**** Data provided

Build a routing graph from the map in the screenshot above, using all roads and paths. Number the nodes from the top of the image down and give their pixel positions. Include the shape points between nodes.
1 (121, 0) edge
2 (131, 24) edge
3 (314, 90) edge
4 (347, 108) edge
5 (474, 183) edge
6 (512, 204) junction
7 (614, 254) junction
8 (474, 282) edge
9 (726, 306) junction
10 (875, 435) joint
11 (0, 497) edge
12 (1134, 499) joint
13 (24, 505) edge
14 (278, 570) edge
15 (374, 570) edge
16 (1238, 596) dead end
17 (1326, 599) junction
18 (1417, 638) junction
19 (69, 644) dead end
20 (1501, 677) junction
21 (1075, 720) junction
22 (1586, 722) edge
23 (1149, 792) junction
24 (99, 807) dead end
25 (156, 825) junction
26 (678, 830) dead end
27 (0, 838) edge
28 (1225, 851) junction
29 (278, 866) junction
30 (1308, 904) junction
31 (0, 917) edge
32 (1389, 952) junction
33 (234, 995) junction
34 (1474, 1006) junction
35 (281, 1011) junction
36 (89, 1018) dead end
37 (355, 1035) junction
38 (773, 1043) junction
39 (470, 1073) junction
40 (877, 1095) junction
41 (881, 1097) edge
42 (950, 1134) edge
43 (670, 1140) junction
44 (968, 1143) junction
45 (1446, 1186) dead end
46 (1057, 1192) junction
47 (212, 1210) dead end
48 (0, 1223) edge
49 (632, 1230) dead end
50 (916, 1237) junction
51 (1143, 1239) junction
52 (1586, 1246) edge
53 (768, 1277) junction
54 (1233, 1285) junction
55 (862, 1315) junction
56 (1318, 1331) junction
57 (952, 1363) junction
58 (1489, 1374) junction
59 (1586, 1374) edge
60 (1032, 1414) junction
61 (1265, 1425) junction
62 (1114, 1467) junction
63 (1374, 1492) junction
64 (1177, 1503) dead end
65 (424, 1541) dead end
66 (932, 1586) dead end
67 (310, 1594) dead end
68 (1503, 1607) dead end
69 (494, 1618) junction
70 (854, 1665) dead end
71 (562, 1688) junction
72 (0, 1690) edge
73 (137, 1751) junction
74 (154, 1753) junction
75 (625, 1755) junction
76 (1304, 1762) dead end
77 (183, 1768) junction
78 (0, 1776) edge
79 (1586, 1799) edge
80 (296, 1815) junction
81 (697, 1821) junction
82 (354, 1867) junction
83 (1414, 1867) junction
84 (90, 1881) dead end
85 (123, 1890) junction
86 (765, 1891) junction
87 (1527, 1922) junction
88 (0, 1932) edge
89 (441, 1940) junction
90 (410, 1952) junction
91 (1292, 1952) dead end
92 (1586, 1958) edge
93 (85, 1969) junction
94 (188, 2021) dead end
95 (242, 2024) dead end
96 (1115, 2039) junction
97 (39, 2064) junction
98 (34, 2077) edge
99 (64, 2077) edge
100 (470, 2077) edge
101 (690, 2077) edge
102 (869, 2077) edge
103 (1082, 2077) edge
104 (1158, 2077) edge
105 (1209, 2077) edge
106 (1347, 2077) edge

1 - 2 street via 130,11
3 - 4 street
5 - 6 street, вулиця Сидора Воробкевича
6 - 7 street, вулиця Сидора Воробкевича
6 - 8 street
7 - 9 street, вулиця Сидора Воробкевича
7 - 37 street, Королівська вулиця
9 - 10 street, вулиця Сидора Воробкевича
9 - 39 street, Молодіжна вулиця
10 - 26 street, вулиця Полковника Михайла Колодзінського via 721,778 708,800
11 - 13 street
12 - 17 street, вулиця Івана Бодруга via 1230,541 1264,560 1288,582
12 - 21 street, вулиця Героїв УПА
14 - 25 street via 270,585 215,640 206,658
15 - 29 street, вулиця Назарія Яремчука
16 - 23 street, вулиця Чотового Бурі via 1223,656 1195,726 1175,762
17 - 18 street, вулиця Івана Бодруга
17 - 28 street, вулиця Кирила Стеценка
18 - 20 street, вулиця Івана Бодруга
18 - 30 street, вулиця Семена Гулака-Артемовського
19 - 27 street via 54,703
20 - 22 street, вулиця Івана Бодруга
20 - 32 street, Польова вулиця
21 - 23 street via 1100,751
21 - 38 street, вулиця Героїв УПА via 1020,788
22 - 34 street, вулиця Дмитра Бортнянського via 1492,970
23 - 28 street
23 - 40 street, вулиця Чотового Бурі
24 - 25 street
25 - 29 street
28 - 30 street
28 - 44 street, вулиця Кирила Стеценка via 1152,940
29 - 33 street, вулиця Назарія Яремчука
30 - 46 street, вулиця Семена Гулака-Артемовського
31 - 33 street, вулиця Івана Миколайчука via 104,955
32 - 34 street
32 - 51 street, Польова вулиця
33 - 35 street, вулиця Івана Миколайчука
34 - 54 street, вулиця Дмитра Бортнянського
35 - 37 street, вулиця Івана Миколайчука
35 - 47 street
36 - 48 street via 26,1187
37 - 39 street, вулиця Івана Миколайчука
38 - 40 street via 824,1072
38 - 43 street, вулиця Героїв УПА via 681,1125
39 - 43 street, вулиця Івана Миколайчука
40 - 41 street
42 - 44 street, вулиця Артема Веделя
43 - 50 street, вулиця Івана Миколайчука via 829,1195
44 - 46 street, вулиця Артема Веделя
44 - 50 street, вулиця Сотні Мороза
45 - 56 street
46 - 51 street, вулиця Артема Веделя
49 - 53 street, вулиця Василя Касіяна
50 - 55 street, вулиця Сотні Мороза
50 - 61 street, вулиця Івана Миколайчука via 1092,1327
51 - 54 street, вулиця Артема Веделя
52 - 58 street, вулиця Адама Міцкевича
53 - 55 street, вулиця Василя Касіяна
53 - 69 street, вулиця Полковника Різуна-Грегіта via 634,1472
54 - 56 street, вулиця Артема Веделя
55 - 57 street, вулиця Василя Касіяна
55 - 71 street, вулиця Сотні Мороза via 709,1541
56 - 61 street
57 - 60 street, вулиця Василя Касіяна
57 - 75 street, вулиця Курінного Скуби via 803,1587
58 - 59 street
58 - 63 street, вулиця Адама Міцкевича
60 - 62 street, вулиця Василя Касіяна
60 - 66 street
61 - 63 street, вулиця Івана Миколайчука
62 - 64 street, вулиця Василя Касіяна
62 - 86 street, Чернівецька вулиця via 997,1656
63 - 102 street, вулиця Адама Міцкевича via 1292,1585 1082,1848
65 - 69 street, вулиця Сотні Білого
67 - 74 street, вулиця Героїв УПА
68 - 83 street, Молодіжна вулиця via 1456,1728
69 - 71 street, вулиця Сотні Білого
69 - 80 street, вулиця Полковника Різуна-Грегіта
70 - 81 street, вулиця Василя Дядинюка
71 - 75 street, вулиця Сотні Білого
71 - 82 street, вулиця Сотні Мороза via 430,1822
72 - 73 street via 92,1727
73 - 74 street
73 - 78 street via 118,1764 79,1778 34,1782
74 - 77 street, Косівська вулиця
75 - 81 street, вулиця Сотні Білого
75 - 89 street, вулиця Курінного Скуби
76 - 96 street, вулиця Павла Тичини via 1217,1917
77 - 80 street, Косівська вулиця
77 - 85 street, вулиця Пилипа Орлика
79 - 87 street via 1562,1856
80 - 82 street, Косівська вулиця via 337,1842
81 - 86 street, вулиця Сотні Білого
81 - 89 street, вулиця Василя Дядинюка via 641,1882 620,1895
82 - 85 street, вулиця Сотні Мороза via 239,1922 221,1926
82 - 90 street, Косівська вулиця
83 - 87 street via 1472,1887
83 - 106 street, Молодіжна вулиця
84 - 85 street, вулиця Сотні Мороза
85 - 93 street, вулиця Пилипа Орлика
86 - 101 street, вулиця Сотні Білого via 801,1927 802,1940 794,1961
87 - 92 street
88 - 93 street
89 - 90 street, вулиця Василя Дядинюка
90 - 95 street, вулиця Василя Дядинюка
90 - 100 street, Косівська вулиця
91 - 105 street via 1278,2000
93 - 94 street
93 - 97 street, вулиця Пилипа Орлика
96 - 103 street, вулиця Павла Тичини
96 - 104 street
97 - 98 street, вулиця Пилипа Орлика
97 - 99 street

********

### Problem requirements
Using the data above, say how many lines include "Кирила". No other reply is needed.

### Response
2